Now, in the first of these texts, Isaiah 42:8, we are told that God is the absolute and total glory. He is the Lord. There is none beside him, and he will not give his glory to another. None possess it of themselves, other than God. It is God’s attribute and a part of his being. Then second, these three verses tell us that God, by his providence, by his grace and eternal purpose, allows men, both redeemed and unredeemed, to have a reflection of that glory in their brief span of time. God’s glory is constantly in history, so that Nebuchadnezzar, while still an ungodly man, had some of that glory in his position as a ruler. But third, we are told by Daniel again in Daniel 7:14, that the glory of God in all of creation is summed up and given to God the Son, the last Adam. The anointed one, Jesus Christ, holds in his person the glory of God and the glory of all creation. He therefore, possesses the everlasting kingdom and the everlasting dominion, for he is the glory of God.

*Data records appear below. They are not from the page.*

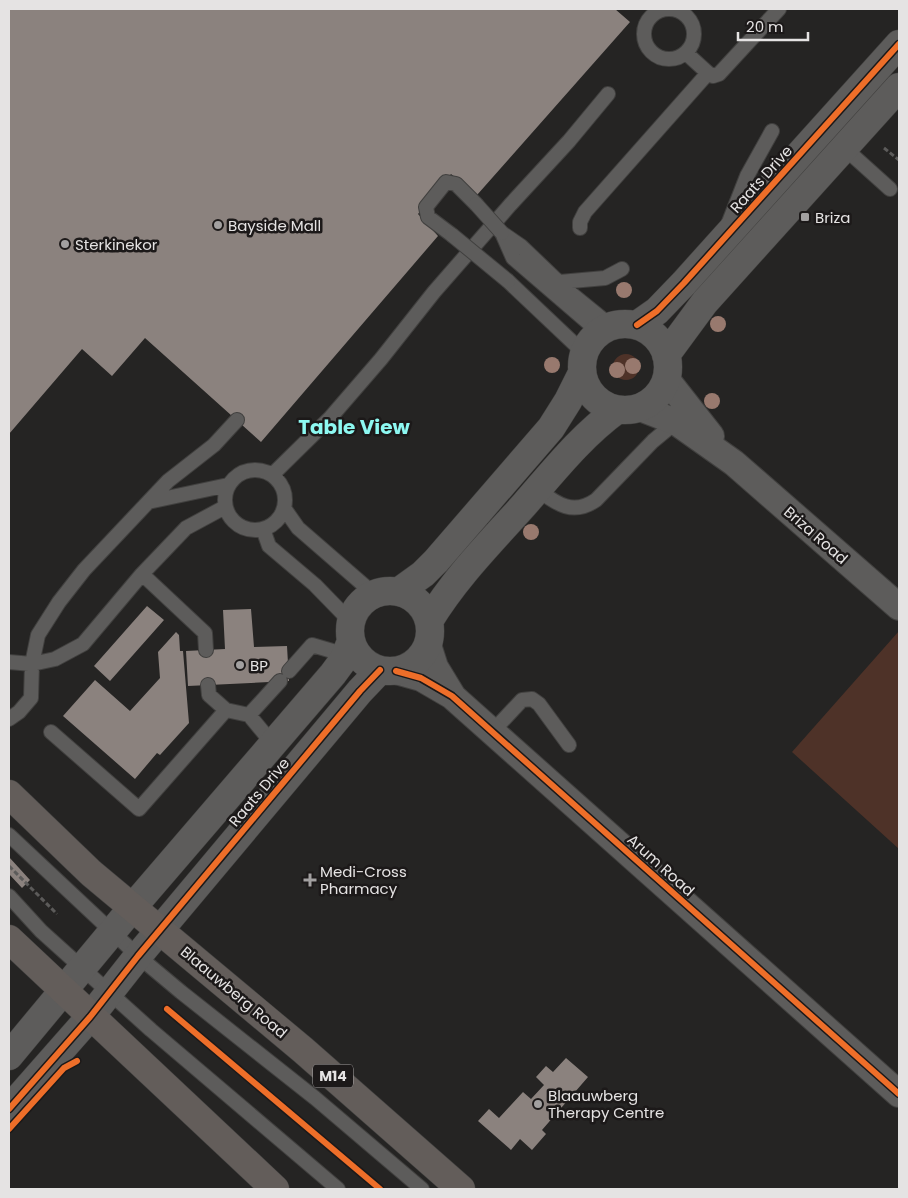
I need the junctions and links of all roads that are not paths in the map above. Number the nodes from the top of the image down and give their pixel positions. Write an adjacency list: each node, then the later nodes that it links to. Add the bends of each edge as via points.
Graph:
1 (778, 9): 5 (lane, via 719,74 713,76)
2 (692, 13): 4 (lane, via 693,43); 4 (lane, via 665,10 653,15 646,26 645,39 650,51 661,58 674,59)
3 (899, 44): 8 (street, Raats Drive)
4 (686, 53): 5 (lane)
5 (708, 73): 12 (lane, via 585,212)
6 (899, 87): 10 (street)
7 (608, 94): 22 (lane, via 434,292 330,418)
8 (824, 130): 10 (lane); 13 (street, Raats Drive)
9 (772, 131): 13 (lane, via 747,176)
10 (844, 148): 11 (lane); 17 (street, via 705,302)
11 (890, 188)
12 (580, 228)
13 (720, 243): 16 (street, Raats Drive, via 657,311)
14 (622, 270): 15 (lane, via 605,278)
15 (554, 284): 16 (lane, via 568,291); 16 (lane, bridge, via 531,265 521,246 502,233 456,184 446,182 426,207 428,217 508,280)
16 (602, 342): 17 (street, via 645,328 658,339); 18 (street, via 584,383 594,397 607,406); 30 (street, Raats Drive, via 551,428 423,574)
17 (666, 367): 18 (street, via 656,397); 21 (street, Briza Road, via 678,396)
18 (628, 409): 20 (street, Briza Road); 24 (street, via 598,423)
19 (237, 420): 25 (lane, via 214,445 168,481)
20 (676, 422): 21 (street, Briza Road); 24 (lane, via 589,505 582,508 563,506)
21 (734, 462): 31 (street, Briza Road)
22 (272, 475): 23 (lane, via 263,471 243,472); 27 (lane, via 283,490)
23 (228, 485): 25 (lane); 26 (lane)
24 (538, 490): 32 (street, via 447,592)
25 (148, 502): 36 (lane, via 84,570 59,602 38,635)
26 (225, 507): 28 (lane, via 234,522 243,528); 29 (lane, via 186,528)
27 (284, 508): 28 (lane, via 280,517); 30 (lane, via 298,528)
28 (263, 529): 33 (lane, via 269,546 316,585)
29 (142, 574): 34 (lane, via 204,634); 36 (lane, via 83,644 59,658)
30 (386, 593): 32 (street, via 406,594 420,605); 33 (street, via 361,603 353,615)
31 (899, 607)
32 (428, 633): 37 (street, via 416,662); 39 (street, Arum Road, via 435,667)
33 (349, 639): 37 (street, via 358,656 372,667); 41 (lane, via 312,645); 45 (street, Raats Drive, via 333,674)
34 (206, 650)
35 (9, 662): 36 (lane)
36 (32, 664): 42 (lane, via 30,698)
37 (388, 671): 39 (street, Arum Road, via 421,678); 52 (street, Raats Drive, via 360,690)
38 (208, 685): 40 (lane, via 209,695)
39 (452, 696): 44 (street, Arum Road)
40 (226, 710): 41 (lane); 43 (lane, via 139,809)
41 (249, 715): 45 (lane)
42 (9, 719)
43 (51, 732)
44 (492, 732): 46 (lane, via 522,700 532,699); 60 (street, Arum Road)
45 (273, 744): 50 (street, Raats Drive)
46 (569, 745)
47 (9, 794): 50 (main road, Blaauwberg Road / M14)
48 (9, 835): 51 (lane)
49 (9, 896): 55 (lane, via 41,931)
50 (132, 908): 51 (street, Raats Drive); 52 (main road, Blaauwberg Road / M14)
51 (112, 931): 54 (lane); 55 (street, Raats Drive)
52 (160, 931): 54 (street, Raats Drive); 65 (main road, Blaauwberg Road / M14, via 304,1050)
53 (9, 940): 56 (main road)
54 (138, 956): 57 (street, Raats Drive); 64 (lane)
55 (82, 967): 56 (street, Raats Drive); 57 (lane)
56 (63, 990): 58 (main road); 59 (street, Raats Drive)
57 (110, 993): 58 (street, Raats Drive); 63 (lane)
58 (90, 1017): 61 (street, Raats Drive); 62 (main road)
59 (9, 1056)
60 (899, 1094)
61 (9, 1109)
62 (275, 1189)
63 (338, 1189)
64 (422, 1189)
65 (461, 1189)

Now, there are several words in scripture that are translated as “glory.” The key word is the one that is used in the Isaiah passage, and it has a remarkable meaning. It means “weight, heaviness, honor, worthiness,” but the emphasis is on “weight, heaviness.” Now, we spoke in the last hour of neo-Platonism. Neo-Platonism sees pure spirit as ultimate, as the highest being, and matter as lesser and inferior. For neo-Platonism, pure spirit is weightless, but the Bible says that God is the glory, that glory means weight, the absolute weight and heaviness. We have here two very different concepts. On the one hand, the neo-Platonic, pagan doctrine of spirit as weightless, on the other, the Bible doctrine of the glory of God as absolute weight, absolute heaviness. Too often, our ideas of God and of heaven are colored by neo-Platonism, but the Bible declares that the glory of God is absolute heaviness, weight, honor, and authority. In other words, the Bible does not teach that God is a ghost, or the supreme ghost, but God is not matter. The Bible tells us “God is a spirit, and they that worship him must worship him in spirit and in truth,” so speaks John 4:24. Thus, the ultimacy in both glory, heaviness, or weight, and spirit are ascribed to God.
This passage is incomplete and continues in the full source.